* **RECORDED DATA**
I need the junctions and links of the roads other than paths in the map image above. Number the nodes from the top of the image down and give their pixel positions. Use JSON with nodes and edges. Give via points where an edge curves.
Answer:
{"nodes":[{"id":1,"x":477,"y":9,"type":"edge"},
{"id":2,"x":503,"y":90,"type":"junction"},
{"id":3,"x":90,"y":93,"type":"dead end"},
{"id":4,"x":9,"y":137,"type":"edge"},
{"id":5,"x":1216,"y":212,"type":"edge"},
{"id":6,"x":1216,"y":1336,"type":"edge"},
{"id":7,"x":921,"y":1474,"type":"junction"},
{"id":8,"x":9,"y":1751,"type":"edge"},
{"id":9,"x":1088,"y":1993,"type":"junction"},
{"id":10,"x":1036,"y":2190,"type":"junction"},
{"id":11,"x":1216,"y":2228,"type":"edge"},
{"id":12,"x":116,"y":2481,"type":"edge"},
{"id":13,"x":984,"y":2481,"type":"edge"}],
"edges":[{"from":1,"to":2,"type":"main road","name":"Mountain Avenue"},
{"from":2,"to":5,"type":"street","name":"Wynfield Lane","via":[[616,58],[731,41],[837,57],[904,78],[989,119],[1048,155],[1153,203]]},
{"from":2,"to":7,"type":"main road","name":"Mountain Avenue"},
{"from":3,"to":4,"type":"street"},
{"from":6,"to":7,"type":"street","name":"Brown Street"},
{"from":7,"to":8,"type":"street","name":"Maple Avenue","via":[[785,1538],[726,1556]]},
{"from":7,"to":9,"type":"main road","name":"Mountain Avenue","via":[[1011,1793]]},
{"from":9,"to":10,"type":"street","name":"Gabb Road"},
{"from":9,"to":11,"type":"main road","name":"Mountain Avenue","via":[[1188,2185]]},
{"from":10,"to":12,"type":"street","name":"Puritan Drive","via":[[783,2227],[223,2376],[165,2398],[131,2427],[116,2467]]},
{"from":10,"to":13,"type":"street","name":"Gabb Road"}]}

* **WHAT THE TASK REQUIRES**
Repeat every record above precisely.

* **EXERCISE RESPONSE**
I need the junctions and links of the roads other than paths in the map image above. Number the nodes from the top of the image down and give their pixel positions. Use JSON with nodes and edges. Give via points where an edge curves.
Answer:
{"nodes":[{"id":1,"x":477,"y":9,"type":"edge"},
{"id":2,"x":503,"y":90,"type":"junction"},
{"id":3,"x":90,"y":93,"type":"dead end"},
{"id":4,"x":9,"y":137,"type":"edge"},
{"id":5,"x":1216,"y":212,"type":"edge"},
{"id":6,"x":1216,"y":1336,"type":"edge"},
{"id":7,"x":921,"y":1474,"type":"junction"},
{"id":8,"x":9,"y":1751,"type":"edge"},
{"id":9,"x":1088,"y":1993,"type":"junction"},
{"id":10,"x":1036,"y":2190,"type":"junction"},
{"id":11,"x":1216,"y":2228,"type":"edge"},
{"id":12,"x":116,"y":2481,"type":"edge"},
{"id":13,"x":984,"y":2481,"type":"edge"}],
"edges":[{"from":1,"to":2,"type":"main road","name":"Mountain Avenue"},
{"from":2,"to":5,"type":"street","name":"Wynfield Lane","via":[[616,58],[731,41],[837,57],[904,78],[989,119],[1048,155],[1153,203]]},
{"from":2,"to":7,"type":"main road","name":"Mountain Avenue"},
{"from":3,"to":4,"type":"street"},
{"from":6,"to":7,"type":"street","name":"Brown Street"},
{"from":7,"to":8,"type":"street","name":"Maple Avenue","via":[[785,1538],[726,1556]]},
{"from":7,"to":9,"type":"main road","name":"Mountain Avenue","via":[[1011,1793]]},
{"from":9,"to":10,"type":"street","name":"Gabb Road"},
{"from":9,"to":11,"type":"main road","name":"Mountain Avenue","via":[[1188,2185]]},
{"from":10,"to":12,"type":"street","name":"Puritan Drive","via":[[783,2227],[223,2376],[165,2398],[131,2427],[116,2467]]},
{"from":10,"to":13,"type":"street","name":"Gabb Road"}]}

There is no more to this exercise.